Lithuania is in talks with U.S. liquefied natural gas company Cheniere Energy Inc over potential imports as it seeks to cut dependence on Russian state-owned supplier Gazprom, its energy minister said.
Lithuania opened an LNG import terminal in 2014 and started exporting natural gas to neighbouring Estonia earlier this year, breaking the supply monopoly of Gazprom.
At the same time the Baltic country is seeking to tap a wider pool of suppliers itself. U.S. LNG companies will be able to start exporting at the end of this year.
“We have good relations with Cheniere … our negotiations are about first shipments (next year),” Rokas Masiulis told Reuters on a visit to London.
“We would love to have U.S. cargo in our region to have competition with Gazprom. But of course negotiations will depend on price terms.”
Pro-Western Lithuania, which gained independence from the former Soviet Union in 1991, has been a vocal critic of Moscow’s annexation of Crimea and the conflict in Ukraine.
Lithuania’s existing gas supply contract with Gazprom is due to expire at the end of the year.
“I believe negotiations with Gazprom now will be on competitive, reasonable terms and that will be just business and nothing else,” Masiulis said.
“After we have built an LNG terminal, there is no possibility of blackmail. Since we think there is no possibility of blackmail, discussion will be rational and economical rather than political. This is a big step.”
CRUDE OIL IMPORTS
Lithuania imports most of its crude oil from Russia via tankers for its 10 million tonnes per year – or 200,000 barrels per day – refinery, which is owned by Poland’s largest refiner PKN Orlen.
In 2006, Russia cut oil supplies by pipeline to the Lithuanian refiner after the Baltic state agreed to sell it to Polish, not Russian buyers.
The head of Russia’s biggest oil company Rosneft said on Tuesday Saudi Arabia had started supplying crude oil to neighbouring Poland, a market traditionally dominated by Russia, which Russian energy minister Alexander Novak described as the “toughest competition”.
Masiulis said it was up to Lithuania’s private refinery on whether they would import Saudi crude.

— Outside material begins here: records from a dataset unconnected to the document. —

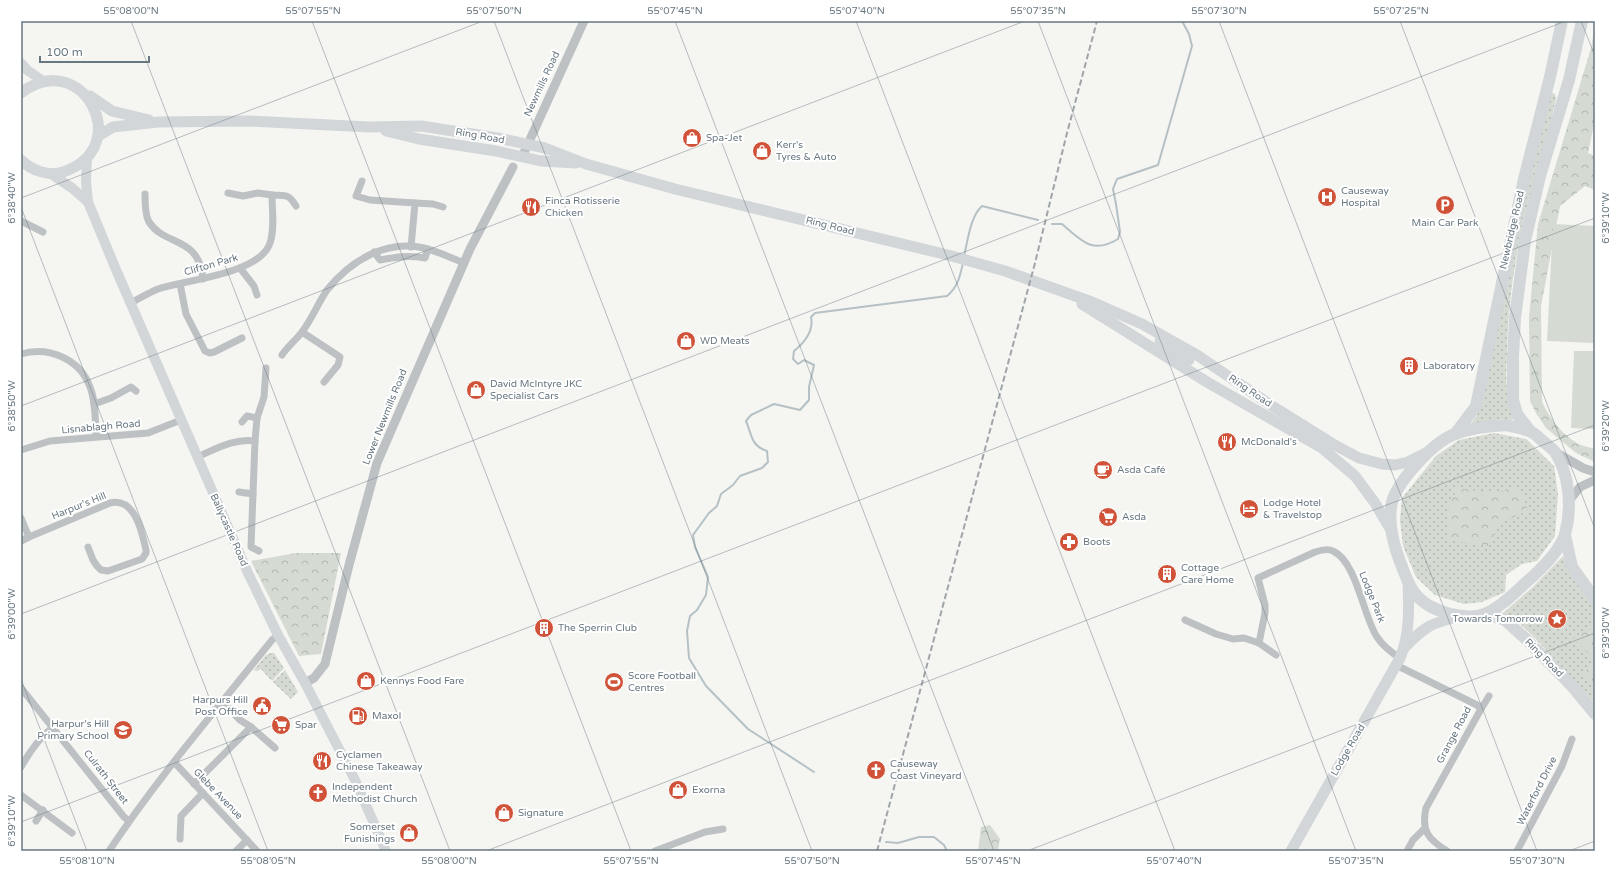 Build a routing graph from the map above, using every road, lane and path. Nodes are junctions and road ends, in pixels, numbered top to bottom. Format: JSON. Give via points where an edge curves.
{"nodes":[{"id":1,"x":584,"y":21,"type":"edge"},
{"id":2,"x":1562,"y":21,"type":"edge"},
{"id":3,"x":1582,"y":21,"type":"edge"},
{"id":4,"x":21,"y":63,"type":"edge"},
{"id":5,"x":43,"y":81,"type":"junction"},
{"id":6,"x":21,"y":93,"type":"edge"},
{"id":7,"x":85,"y":94,"type":"junction"},
{"id":8,"x":158,"y":122,"type":"junction"},
{"id":9,"x":370,"y":127,"type":"junction"},
{"id":10,"x":98,"y":136,"type":"junction"},
{"id":11,"x":527,"y":144,"type":"junction"},
{"id":12,"x":522,"y":157,"type":"junction"},
{"id":13,"x":87,"y":158,"type":"junction"},
{"id":14,"x":23,"y":163,"type":"edge"},
{"id":15,"x":586,"y":164,"type":"junction"},
{"id":16,"x":513,"y":167,"type":"dead end"},
{"id":17,"x":50,"y":173,"type":"junction"},
{"id":18,"x":362,"y":181,"type":"dead end"},
{"id":19,"x":228,"y":193,"type":"dead end"},
{"id":20,"x":145,"y":194,"type":"dead end"},
{"id":21,"x":272,"y":195,"type":"junction"},
{"id":22,"x":88,"y":202,"type":"junction"},
{"id":23,"x":414,"y":203,"type":"junction"},
{"id":24,"x":296,"y":206,"type":"dead end"},
{"id":25,"x":443,"y":207,"type":"dead end"},
{"id":26,"x":21,"y":221,"type":"edge"},
{"id":27,"x":43,"y":232,"type":"dead end"},
{"id":28,"x":411,"y":247,"type":"junction"},
{"id":29,"x":428,"y":249,"type":"junction"},
{"id":30,"x":374,"y":252,"type":"junction"},
{"id":31,"x":464,"y":263,"type":"junction"},
{"id":32,"x":240,"y":268,"type":"junction"},
{"id":33,"x":203,"y":279,"type":"junction"},
{"id":34,"x":180,"y":284,"type":"junction"},
{"id":35,"x":257,"y":295,"type":"dead end"},
{"id":36,"x":1071,"y":296,"type":"junction"},
{"id":37,"x":1092,"y":302,"type":"junction"},
{"id":38,"x":130,"y":303,"type":"junction"},
{"id":39,"x":302,"y":332,"type":"junction"},
{"id":40,"x":242,"y":338,"type":"dead end"},
{"id":41,"x":21,"y":354,"type":"edge"},
{"id":42,"x":282,"y":355,"type":"dead end"},
{"id":43,"x":1189,"y":360,"type":"dead end"},
{"id":44,"x":266,"y":368,"type":"dead end"},
{"id":45,"x":324,"y":382,"type":"dead end"},
{"id":46,"x":136,"y":390,"type":"dead end"},
{"id":47,"x":94,"y":404,"type":"junction"},
{"id":48,"x":257,"y":418,"type":"junction"},
{"id":49,"x":181,"y":420,"type":"junction"},
{"id":50,"x":242,"y":422,"type":"dead end"},
{"id":51,"x":1530,"y":431,"type":"junction"},
{"id":52,"x":1455,"y":434,"type":"junction"},
{"id":53,"x":96,"y":436,"type":"junction"},
{"id":54,"x":255,"y":441,"type":"junction"},
{"id":55,"x":21,"y":450,"type":"edge"},
{"id":56,"x":1430,"y":451,"type":"junction"},
{"id":57,"x":1554,"y":452,"type":"junction"},
{"id":58,"x":197,"y":457,"type":"junction"},
{"id":59,"x":1595,"y":472,"type":"edge"},
{"id":60,"x":1595,"y":480,"type":"edge"},
{"id":61,"x":240,"y":492,"type":"dead end"},
{"id":62,"x":253,"y":494,"type":"junction"},
{"id":63,"x":1568,"y":502,"type":"junction"},
{"id":64,"x":21,"y":518,"type":"edge"},
{"id":65,"x":1392,"y":533,"type":"junction"},
{"id":66,"x":1565,"y":535,"type":"junction"},
{"id":67,"x":29,"y":537,"type":"junction"},
{"id":68,"x":21,"y":541,"type":"edge"},
{"id":69,"x":88,"y":547,"type":"dead end"},
{"id":70,"x":259,"y":551,"type":"dead end"},
{"id":71,"x":1408,"y":582,"type":"junction"},
{"id":72,"x":1595,"y":599,"type":"edge"},
{"id":73,"x":1486,"y":614,"type":"junction"},
{"id":74,"x":1462,"y":616,"type":"junction"},
{"id":75,"x":1185,"y":620,"type":"dead end"},
{"id":76,"x":278,"y":635,"type":"junction"},
{"id":77,"x":1259,"y":642,"type":"junction"},
{"id":78,"x":1276,"y":655,"type":"dead end"},
{"id":79,"x":1400,"y":657,"type":"junction"},
{"id":80,"x":305,"y":683,"type":"junction"},
{"id":81,"x":21,"y":688,"type":"edge"},
{"id":82,"x":1489,"y":696,"type":"dead end"},
{"id":83,"x":223,"y":702,"type":"junction"},
{"id":84,"x":1481,"y":709,"type":"junction"},
{"id":85,"x":1595,"y":714,"type":"edge"},
{"id":86,"x":53,"y":726,"type":"junction"},
{"id":87,"x":251,"y":727,"type":"junction"},
{"id":88,"x":1572,"y":739,"type":"dead end"},
{"id":89,"x":275,"y":748,"type":"dead end"},
{"id":90,"x":174,"y":762,"type":"junction"},
{"id":91,"x":21,"y":767,"type":"edge"},
{"id":92,"x":194,"y":784,"type":"junction"},
{"id":93,"x":203,"y":793,"type":"junction"},
{"id":94,"x":21,"y":795,"type":"edge"},
{"id":95,"x":43,"y":810,"type":"junction"},
{"id":96,"x":36,"y":821,"type":"dead end"},
{"id":97,"x":129,"y":821,"type":"junction"},
{"id":98,"x":1425,"y":828,"type":"junction"},
{"id":99,"x":723,"y":829,"type":"dead end"},
{"id":100,"x":72,"y":833,"type":"dead end"},
{"id":101,"x":180,"y":839,"type":"dead end"},
{"id":102,"x":248,"y":840,"type":"junction"},
{"id":103,"x":1408,"y":848,"type":"dead end"},
{"id":104,"x":109,"y":851,"type":"edge"},
{"id":105,"x":236,"y":851,"type":"edge"},
{"id":106,"x":257,"y":851,"type":"edge"},
{"id":107,"x":386,"y":851,"type":"edge"},
{"id":108,"x":655,"y":851,"type":"edge"},
{"id":109,"x":1291,"y":851,"type":"edge"},
{"id":110,"x":1447,"y":851,"type":"edge"},
{"id":111,"x":1517,"y":851,"type":"edge"}],
"edges":[{"from":1,"to":11,"type":"street","name":"Newmills Road"},
{"from":2,"to":52,"type":"highway","name":"Newbridge Road","via":[[1522,186],[1476,406]]},
{"from":3,"to":51,"type":"highway","name":"Newbridge Road","via":[[1569,80],[1525,241],[1514,318],[1513,400],[1517,414]]},
{"from":4,"to":5,"type":"main road"},
{"from":5,"to":6,"type":"main road"},
{"from":5,"to":7,"type":"main road","name":"Ring Road","via":[[60,81],[74,86]]},
{"from":7,"to":8,"type":"main road","name":"Ring Road","via":[[112,110]]},
{"from":7,"to":10,"type":"main road","via":[[95,107],[99,123]]},
{"from":8,"to":9,"type":"main road","name":"Ring Road","via":[[249,121]]},
{"from":8,"to":10,"type":"main road","name":"Ring Road","via":[[114,127]]},
{"from":9,"to":11,"type":"main road","name":"Ring Road","via":[[421,126]]},
{"from":9,"to":12,"type":"main road","name":"Ring Road"},
{"from":10,"to":13,"type":"main road","via":[[95,147]]},
{"from":11,"to":12,"type":"street","name":"Newmills Road"},
{"from":11,"to":15,"type":"main road","name":"Ring Road"},
{"from":12,"to":15,"type":"main road","name":"Ring Road","via":[[540,161]]},
{"from":13,"to":17,"type":"main road","via":[[74,168],[60,173]]},
{"from":13,"to":22,"type":"main road","name":"Ballycastle Road"},
{"from":14,"to":17,"type":"main road","via":[[37,171]]},
{"from":15,"to":36,"type":"main road","name":"Ring Road","via":[[675,189],[970,260],[1047,285]]},
{"from":16,"to":31,"type":"street","name":"Lower Newmills Road"},
{"from":17,"to":22,"type":"main road","name":"Ballycastle Road"},
{"from":18,"to":23,"type":"street","via":[[356,196],[370,200]]},
{"from":19,"to":21,"type":"street","via":[[243,196],[258,192]]},
{"from":20,"to":33,"type":"street","via":[[149,222],[162,234],[183,244],[196,255]]},
{"from":21,"to":24,"type":"street","via":[[286,195]]},
{"from":21,"to":32,"type":"street","name":"Clifton Park","via":[[273,222],[270,244],[261,257]]},
{"from":22,"to":38,"type":"main road","name":"Ballycastle Road"},
{"from":23,"to":25,"type":"street"},
{"from":23,"to":28,"type":"street"},
{"from":26,"to":27,"type":"street"},
{"from":28,"to":29,"type":"street"},
{"from":28,"to":30,"type":"street","via":[[386,248]]},
{"from":29,"to":30,"type":"street","via":[[425,258],[397,256],[380,260]]},
{"from":29,"to":31,"type":"street"},
{"from":30,"to":39,"type":"street","via":[[351,266],[327,290]]},
{"from":31,"to":80,"type":"street","name":"Lower Newmills Road","via":[[377,463],[349,565],[326,664],[314,678]]},
{"from":32,"to":33,"type":"street","name":"Clifton Park"},
{"from":32,"to":35,"type":"street","via":[[254,286]]},
{"from":33,"to":34,"type":"street","name":"Clifton Park"},
{"from":34,"to":38,"type":"street","name":"Clifton Park","via":[[157,290]]},
{"from":34,"to":40,"type":"street","via":[[186,314],[205,351],[214,352]]},
{"from":36,"to":37,"type":"main road","name":"Ring Road"},
{"from":36,"to":65,"type":"main road","name":"Ring Road","via":[[1207,382],[1322,448],[1355,476]]},
{"from":37,"to":43,"type":"main road"},
{"from":37,"to":56,"type":"main road","name":"Ring Road","via":[[1179,344],[1272,406],[1359,458],[1395,465],[1408,462]]},
{"from":38,"to":49,"type":"main road","name":"Ballycastle Road"},
{"from":39,"to":42,"type":"street"},
{"from":39,"to":45,"type":"street","via":[[340,357],[338,365]]},
{"from":41,"to":47,"type":"street","via":[[42,352],[68,359],[85,377]]},
{"from":44,"to":48,"type":"street","via":[[264,398]]},
{"from":46,"to":47,"type":"street","via":[[131,387]]},
{"from":47,"to":53,"type":"street"},
{"from":48,"to":50,"type":"street","via":[[247,416]]},
{"from":48,"to":54,"type":"street"},
{"from":49,"to":53,"type":"street","name":"Lisnablagh Road","via":[[148,433]]},
{"from":49,"to":58,"type":"main road","name":"Ballycastle Road"},
{"from":51,"to":52,"type":"highway","via":[[1506,425]]},
{"from":51,"to":57,"type":"highway"},
{"from":52,"to":56,"type":"highway"},
{"from":53,"to":55,"type":"street","name":"Lisnablagh Road","via":[[50,441]]},
{"from":54,"to":58,"type":"street","via":[[228,443]]},
{"from":54,"to":62,"type":"street"},
{"from":56,"to":65,"type":"highway","via":[[1405,478],[1396,492],[1391,508]]},
{"from":57,"to":59,"type":"street"},
{"from":57,"to":63,"type":"highway","via":[[1564,469]]},
{"from":58,"to":76,"type":"main road","name":"Ballycastle Road"},
{"from":60,"to":63,"type":"street","via":[[1580,487]]},
{"from":61,"to":62,"type":"street"},
{"from":62,"to":70,"type":"street","via":[[251,547]]},
{"from":63,"to":66,"type":"highway"},
{"from":64,"to":67,"type":"street"},
{"from":65,"to":71,"type":"highway"},
{"from":66,"to":72,"type":"highway","via":[[1572,566]]},
{"from":66,"to":73,"type":"highway","via":[[1544,566],[1503,604]]},
{"from":67,"to":68,"type":"street","name":"Harpur's Hill"},
{"from":67,"to":69,"type":"street","name":"Harpur's Hill","via":[[110,503],[120,502],[128,506],[135,516],[146,553],[142,559],[108,571],[96,566]]},
{"from":71,"to":74,"type":"highway","via":[[1418,596],[1433,607],[1444,613]]},
{"from":71,"to":79,"type":"main road","name":"Lodge Road","via":[[1409,608]]},
{"from":73,"to":74,"type":"highway"},
{"from":73,"to":85,"type":"highway","name":"Ring Road","via":[[1505,620],[1526,639]]},
{"from":74,"to":79,"type":"main road","name":"Lodge Road","via":[[1433,623],[1420,632]]},
{"from":75,"to":77,"type":"street","via":[[1216,634]]},
{"from":76,"to":80,"type":"main road","name":"Ballycastle Road"},
{"from":76,"to":83,"type":"street"},
{"from":77,"to":78,"type":"street"},
{"from":77,"to":79,"type":"street","name":"Lodge Park","via":[[1265,613],[1258,578],[1307,555],[1332,550],[1342,557],[1352,572],[1377,637],[1391,652]]},
{"from":79,"to":84,"type":"street","name":"Grange Road"},
{"from":79,"to":109,"type":"main road","name":"Lodge Road"},
{"from":80,"to":107,"type":"main road","name":"Ballycastle Road","via":[[355,780]]},
{"from":81,"to":86,"type":"street","name":"Culrath Street"},
{"from":82,"to":84,"type":"street"},
{"from":83,"to":87,"type":"street","via":[[240,720]]},
{"from":83,"to":90,"type":"street"},
{"from":84,"to":98,"type":"street","name":"Grange Road","via":[[1426,808]]},
{"from":86,"to":91,"type":"street","via":[[42,736]]},
{"from":86,"to":97,"type":"street","name":"Culrath Street"},
{"from":87,"to":89,"type":"street"},
{"from":87,"to":92,"type":"street"},
{"from":88,"to":111,"type":"street","name":"Waterford Drive","via":[[1562,766]]},
{"from":90,"to":92,"type":"street","name":"Glebe Avenue"},
{"from":90,"to":97,"type":"street"},
{"from":92,"to":93,"type":"street","name":"Glebe Avenue"},
{"from":93,"to":101,"type":"street","via":[[181,816]]},
{"from":93,"to":102,"type":"street","name":"Glebe Avenue"},
{"from":94,"to":95,"type":"street"},
{"from":95,"to":96,"type":"street"},
{"from":95,"to":100,"type":"street"},
{"from":97,"to":104,"type":"street"},
{"from":98,"to":103,"type":"street"},
{"from":98,"to":110,"type":"street","via":[[1427,835]]},
{"from":99,"to":108,"type":"street","via":[[705,832]]},
{"from":102,"to":105,"type":"street"},
{"from":102,"to":106,"type":"street","name":"Glebe Avenue"}]}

“Technically if Poland can import we should be able to import as well. We would welcome more alternative energy sources to the market. The more the better,” he said.
Masiulis said Lithuania would also be open to purchases of U.S. crude oil if the United States repeals an export ban.
“We are at this moment looking at the United States – crude,” he said.
A bill to repeal the U.S. oil export ban passed the House of Representatives on Friday, but faces an uncertain future after a veto threat by President Barack Obama.